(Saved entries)
━━━━━━━━━━━━━━━━━━━━
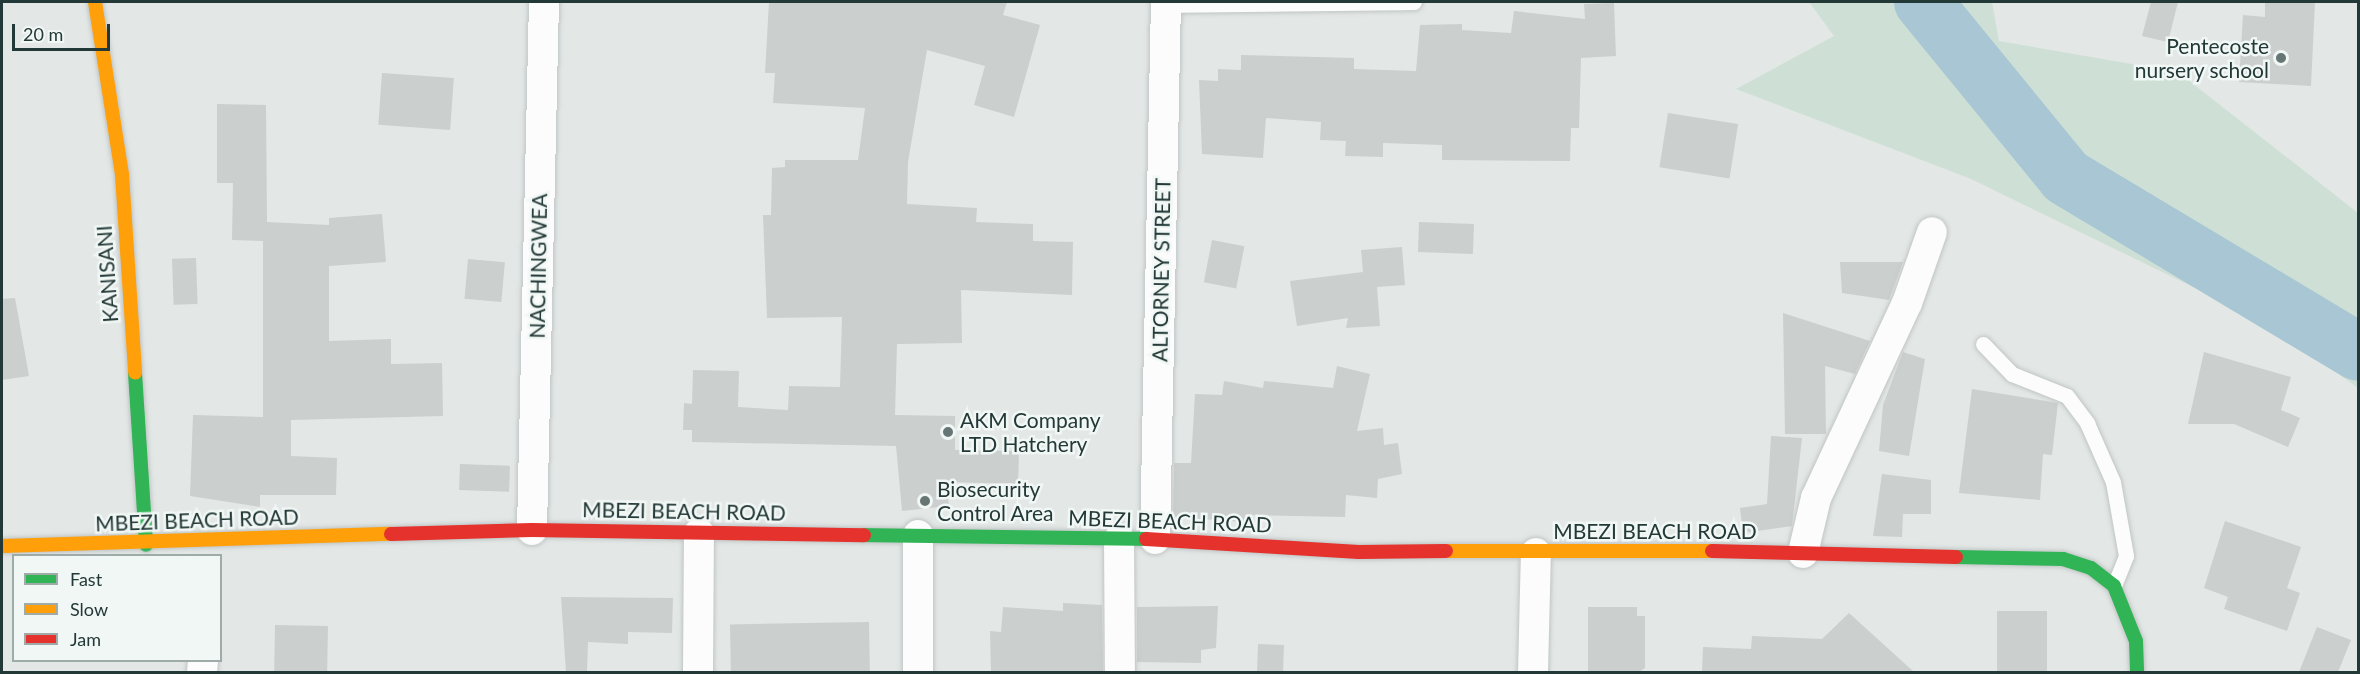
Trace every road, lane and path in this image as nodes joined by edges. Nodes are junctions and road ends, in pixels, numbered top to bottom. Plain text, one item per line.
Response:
1 (95, 2) edge
2 (544, 2) edge
3 (1414, 2) edge
4 (1166, 3) edge
5 (1932, 232) dead end
6 (1983, 344) dead end
7 (532, 530) junction
8 (699, 533) junction
9 (918, 535) junction
10 (1155, 538) junction
11 (1119, 539) junction
12 (146, 545) junction
13 (2, 546) edge
14 (193, 548) edge
15 (1536, 553) junction
16 (1803, 553) junction
17 (2114, 586) junction
18 (698, 672) edge
19 (918, 672) edge
20 (1119, 672) edge
21 (1533, 672) edge
22 (2137, 672) edge

1 - 12 street, KANISANI
2 - 7 street, NACHINGWEA
3 - 4 lane
4 - 10 street, ALTORNEY STREET
5 - 16 street
6 - 17 lane
7 - 8 street, MBEZI BEACH ROAD
7 - 14 street, MBEZI BEACH ROAD
8 - 9 street, MBEZI BEACH ROAD
8 - 18 street
9 - 11 street, MBEZI BEACH ROAD
9 - 19 street
10 - 11 street, MBEZI BEACH ROAD
10 - 15 street, MBEZI BEACH ROAD
11 - 20 street
12 - 13 street, MBEZI BEACH ROAD
12 - 14 street, MBEZI BEACH ROAD
15 - 16 street, MBEZI BEACH ROAD
15 - 21 street
16 - 17 street, MBEZI BEACH ROAD
17 - 22 street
━━━━━━━━━━━━━━━━━━━━
Verbatim output of the entries is required, with each image left out.

Trace every road, lane and path in this image as nodes joined by edges. Nodes are junctions and road ends, in pixels, numbered top to bottom. Plain text, one item per line.
Response:
1 (95, 2) edge
2 (544, 2) edge
3 (1414, 2) edge
4 (1166, 3) edge
5 (1932, 232) dead end
6 (1983, 344) dead end
7 (532, 530) junction
8 (699, 533) junction
9 (918, 535) junction
10 (1155, 538) junction
11 (1119, 539) junction
12 (146, 545) junction
13 (2, 546) edge
14 (193, 548) edge
15 (1536, 553) junction
16 (1803, 553) junction
17 (2114, 586) junction
18 (698, 672) edge
19 (918, 672) edge
20 (1119, 672) edge
21 (1533, 672) edge
22 (2137, 672) edge

1 - 12 street, KANISANI
2 - 7 street, NACHINGWEA
3 - 4 lane
4 - 10 street, ALTORNEY STREET
5 - 16 street
6 - 17 lane
7 - 8 street, MBEZI BEACH ROAD
7 - 14 street, MBEZI BEACH ROAD
8 - 9 street, MBEZI BEACH ROAD
8 - 18 street
9 - 11 street, MBEZI BEACH ROAD
9 - 19 street
10 - 11 street, MBEZI BEACH ROAD
10 - 15 street, MBEZI BEACH ROAD
11 - 20 street
12 - 13 street, MBEZI BEACH ROAD
12 - 14 street, MBEZI BEACH ROAD
15 - 16 street, MBEZI BEACH ROAD
15 - 21 street
16 - 17 street, MBEZI BEACH ROAD
17 - 22 street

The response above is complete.